• **THE PROBLEM**
Look through the data below and, wherever a line carries the word "Дунауйварошська", please copy that line.

[Saved entries]
== == ==
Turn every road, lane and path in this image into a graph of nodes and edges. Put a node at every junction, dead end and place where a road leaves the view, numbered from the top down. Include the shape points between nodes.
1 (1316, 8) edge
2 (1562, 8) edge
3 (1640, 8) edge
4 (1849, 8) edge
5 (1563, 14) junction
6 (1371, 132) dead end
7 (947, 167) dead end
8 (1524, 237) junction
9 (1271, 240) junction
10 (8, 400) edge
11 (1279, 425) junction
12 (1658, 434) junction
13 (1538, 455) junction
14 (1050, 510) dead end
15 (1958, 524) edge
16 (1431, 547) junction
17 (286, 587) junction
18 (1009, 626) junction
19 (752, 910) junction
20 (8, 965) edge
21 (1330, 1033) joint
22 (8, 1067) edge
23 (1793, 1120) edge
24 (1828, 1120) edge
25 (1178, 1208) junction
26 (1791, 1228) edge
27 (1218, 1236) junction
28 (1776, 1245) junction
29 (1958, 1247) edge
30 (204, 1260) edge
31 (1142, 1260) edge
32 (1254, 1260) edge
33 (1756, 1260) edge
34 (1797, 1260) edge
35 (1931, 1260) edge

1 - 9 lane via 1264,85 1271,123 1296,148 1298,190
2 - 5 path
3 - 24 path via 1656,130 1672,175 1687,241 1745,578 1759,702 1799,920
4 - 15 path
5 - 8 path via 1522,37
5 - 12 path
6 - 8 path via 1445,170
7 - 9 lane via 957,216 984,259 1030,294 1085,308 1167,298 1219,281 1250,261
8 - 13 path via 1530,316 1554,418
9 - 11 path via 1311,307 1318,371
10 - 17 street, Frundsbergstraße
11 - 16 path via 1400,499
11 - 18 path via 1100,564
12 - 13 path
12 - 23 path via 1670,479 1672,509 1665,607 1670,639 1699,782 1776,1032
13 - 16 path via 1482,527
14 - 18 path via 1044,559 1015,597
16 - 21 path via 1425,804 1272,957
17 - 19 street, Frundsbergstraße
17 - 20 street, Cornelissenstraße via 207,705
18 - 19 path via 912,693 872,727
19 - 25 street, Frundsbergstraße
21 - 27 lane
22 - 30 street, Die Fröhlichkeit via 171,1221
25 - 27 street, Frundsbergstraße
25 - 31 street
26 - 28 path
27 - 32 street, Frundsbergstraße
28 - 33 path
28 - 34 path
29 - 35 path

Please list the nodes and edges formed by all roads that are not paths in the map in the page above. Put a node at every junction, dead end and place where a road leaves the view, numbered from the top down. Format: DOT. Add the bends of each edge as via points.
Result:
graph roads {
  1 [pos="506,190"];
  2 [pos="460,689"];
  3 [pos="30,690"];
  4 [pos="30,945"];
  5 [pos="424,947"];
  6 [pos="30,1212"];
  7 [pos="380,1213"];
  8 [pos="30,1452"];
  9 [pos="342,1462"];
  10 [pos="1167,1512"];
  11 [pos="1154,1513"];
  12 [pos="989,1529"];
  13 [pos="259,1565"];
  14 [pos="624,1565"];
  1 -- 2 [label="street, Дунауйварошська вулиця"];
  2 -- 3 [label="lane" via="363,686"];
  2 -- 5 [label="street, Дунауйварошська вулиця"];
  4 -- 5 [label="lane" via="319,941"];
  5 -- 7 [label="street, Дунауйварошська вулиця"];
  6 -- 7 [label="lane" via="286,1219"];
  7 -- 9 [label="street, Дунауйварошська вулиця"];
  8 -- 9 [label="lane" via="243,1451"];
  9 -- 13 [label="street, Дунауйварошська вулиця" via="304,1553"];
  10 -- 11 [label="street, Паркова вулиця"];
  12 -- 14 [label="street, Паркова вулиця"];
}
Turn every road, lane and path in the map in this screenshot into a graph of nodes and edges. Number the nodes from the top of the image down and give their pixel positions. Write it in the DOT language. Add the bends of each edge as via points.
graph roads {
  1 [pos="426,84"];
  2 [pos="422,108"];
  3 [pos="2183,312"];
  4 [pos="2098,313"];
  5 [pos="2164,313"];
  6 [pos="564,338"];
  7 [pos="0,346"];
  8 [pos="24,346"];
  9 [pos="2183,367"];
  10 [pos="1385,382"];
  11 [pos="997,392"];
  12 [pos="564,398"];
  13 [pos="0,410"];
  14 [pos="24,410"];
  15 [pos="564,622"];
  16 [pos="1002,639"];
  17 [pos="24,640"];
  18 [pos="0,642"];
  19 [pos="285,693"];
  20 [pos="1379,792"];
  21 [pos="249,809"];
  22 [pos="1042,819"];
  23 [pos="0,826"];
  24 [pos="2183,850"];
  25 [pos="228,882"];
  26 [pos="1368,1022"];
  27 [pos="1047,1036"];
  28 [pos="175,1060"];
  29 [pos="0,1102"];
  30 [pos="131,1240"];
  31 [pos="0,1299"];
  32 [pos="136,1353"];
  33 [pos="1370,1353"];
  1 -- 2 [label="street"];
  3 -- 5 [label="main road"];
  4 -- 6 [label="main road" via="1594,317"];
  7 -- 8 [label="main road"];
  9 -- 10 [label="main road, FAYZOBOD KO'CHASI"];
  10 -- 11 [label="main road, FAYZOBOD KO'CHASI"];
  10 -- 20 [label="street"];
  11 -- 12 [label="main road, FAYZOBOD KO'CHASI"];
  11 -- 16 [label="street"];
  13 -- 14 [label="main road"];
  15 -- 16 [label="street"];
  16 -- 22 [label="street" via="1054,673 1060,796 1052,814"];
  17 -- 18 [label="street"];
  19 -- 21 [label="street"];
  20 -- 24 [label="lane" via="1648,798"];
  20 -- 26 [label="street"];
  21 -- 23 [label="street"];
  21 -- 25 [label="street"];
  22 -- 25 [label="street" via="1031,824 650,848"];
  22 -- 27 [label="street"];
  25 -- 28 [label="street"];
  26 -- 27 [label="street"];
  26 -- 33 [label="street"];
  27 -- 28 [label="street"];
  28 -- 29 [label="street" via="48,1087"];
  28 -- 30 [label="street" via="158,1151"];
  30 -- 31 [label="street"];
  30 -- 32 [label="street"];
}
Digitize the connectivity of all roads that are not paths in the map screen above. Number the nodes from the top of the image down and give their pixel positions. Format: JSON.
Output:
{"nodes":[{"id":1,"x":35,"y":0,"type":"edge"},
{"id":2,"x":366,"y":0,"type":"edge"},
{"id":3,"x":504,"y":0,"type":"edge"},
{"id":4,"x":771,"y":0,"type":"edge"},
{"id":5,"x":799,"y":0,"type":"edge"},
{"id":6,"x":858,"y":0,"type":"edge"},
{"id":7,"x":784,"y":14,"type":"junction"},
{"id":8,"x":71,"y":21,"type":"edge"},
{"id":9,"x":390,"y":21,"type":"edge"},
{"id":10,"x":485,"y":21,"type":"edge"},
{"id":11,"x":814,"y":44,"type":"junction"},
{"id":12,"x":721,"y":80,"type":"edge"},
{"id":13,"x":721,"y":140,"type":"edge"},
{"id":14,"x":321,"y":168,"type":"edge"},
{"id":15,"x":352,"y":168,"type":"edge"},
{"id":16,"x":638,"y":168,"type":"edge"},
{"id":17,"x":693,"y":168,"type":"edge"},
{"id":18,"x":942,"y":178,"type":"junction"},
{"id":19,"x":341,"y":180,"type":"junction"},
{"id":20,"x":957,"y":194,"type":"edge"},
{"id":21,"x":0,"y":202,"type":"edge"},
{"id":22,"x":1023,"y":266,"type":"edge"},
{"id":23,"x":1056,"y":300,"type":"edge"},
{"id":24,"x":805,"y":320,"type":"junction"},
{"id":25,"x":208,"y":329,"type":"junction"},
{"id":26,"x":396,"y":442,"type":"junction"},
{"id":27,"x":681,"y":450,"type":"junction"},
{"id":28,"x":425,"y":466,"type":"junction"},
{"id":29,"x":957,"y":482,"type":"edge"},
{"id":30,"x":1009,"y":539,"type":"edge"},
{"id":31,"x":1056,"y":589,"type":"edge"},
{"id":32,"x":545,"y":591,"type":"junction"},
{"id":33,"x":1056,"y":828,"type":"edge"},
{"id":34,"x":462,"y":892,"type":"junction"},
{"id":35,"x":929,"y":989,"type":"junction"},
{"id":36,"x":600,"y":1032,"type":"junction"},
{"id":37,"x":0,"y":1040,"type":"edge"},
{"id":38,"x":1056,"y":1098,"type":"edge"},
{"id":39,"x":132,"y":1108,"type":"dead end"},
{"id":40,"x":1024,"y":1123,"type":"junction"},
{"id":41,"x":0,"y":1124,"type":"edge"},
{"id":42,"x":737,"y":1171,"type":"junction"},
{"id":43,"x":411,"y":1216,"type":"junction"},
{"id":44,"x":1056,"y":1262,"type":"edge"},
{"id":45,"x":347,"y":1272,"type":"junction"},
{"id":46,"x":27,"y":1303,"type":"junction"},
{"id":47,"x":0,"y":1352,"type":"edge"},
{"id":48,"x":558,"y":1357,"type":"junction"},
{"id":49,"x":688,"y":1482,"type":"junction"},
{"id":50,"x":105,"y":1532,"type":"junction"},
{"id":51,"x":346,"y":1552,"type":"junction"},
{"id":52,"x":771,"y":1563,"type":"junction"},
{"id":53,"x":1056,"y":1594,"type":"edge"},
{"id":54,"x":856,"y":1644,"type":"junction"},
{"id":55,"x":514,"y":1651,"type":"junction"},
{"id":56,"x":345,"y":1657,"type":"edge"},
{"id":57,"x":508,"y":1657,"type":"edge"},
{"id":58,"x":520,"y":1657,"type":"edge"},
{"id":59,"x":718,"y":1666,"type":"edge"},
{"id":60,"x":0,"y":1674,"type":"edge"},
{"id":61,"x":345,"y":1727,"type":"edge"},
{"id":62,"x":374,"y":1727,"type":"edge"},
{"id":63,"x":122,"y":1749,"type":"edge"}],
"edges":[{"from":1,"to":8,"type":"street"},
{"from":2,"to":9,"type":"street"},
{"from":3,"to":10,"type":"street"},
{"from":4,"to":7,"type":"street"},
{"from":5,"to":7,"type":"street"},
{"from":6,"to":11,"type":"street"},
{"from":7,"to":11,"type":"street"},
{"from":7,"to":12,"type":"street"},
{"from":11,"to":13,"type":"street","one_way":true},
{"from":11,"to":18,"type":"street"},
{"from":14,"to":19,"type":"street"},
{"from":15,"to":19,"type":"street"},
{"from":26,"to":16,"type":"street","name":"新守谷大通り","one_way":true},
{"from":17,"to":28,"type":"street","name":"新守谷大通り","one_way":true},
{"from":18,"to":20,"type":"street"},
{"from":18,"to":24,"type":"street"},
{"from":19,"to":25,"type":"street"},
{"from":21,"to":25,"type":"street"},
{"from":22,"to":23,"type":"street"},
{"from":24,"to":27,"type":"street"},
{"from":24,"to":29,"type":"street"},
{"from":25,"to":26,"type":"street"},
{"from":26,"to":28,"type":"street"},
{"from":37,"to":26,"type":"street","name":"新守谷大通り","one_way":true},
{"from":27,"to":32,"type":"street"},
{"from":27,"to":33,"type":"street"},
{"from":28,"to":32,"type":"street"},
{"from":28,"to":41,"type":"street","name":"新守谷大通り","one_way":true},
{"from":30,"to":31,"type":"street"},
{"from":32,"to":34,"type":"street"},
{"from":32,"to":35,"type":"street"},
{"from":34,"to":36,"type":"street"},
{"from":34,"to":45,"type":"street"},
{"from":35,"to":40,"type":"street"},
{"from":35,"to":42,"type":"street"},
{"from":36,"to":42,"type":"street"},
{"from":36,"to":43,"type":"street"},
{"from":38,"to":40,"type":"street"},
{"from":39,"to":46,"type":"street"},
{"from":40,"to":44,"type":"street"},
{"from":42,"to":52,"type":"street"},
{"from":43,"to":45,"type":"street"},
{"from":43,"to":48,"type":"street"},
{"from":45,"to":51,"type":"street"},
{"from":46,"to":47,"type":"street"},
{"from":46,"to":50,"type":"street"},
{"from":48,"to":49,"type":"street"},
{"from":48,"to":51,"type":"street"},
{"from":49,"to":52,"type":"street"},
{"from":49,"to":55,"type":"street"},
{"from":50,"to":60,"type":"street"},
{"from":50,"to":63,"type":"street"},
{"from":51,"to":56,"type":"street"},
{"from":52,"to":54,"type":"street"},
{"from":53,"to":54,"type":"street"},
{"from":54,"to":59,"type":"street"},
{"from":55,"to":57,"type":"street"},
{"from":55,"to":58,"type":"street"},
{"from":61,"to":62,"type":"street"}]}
== == ==
• **ANSWER BELOW**
  1 -- 2 [label="street, Дунауйварошська вулиця"];
  2 -- 5 [label="street, Дунауйварошська вулиця"];
  5 -- 7 [label="street, Дунауйварошська вулиця"];
  7 -- 9 [label="street, Дунауйварошська вулиця"];
  9 -- 13 [label="street, Дунауйварошська вулиця" via="304,1553"];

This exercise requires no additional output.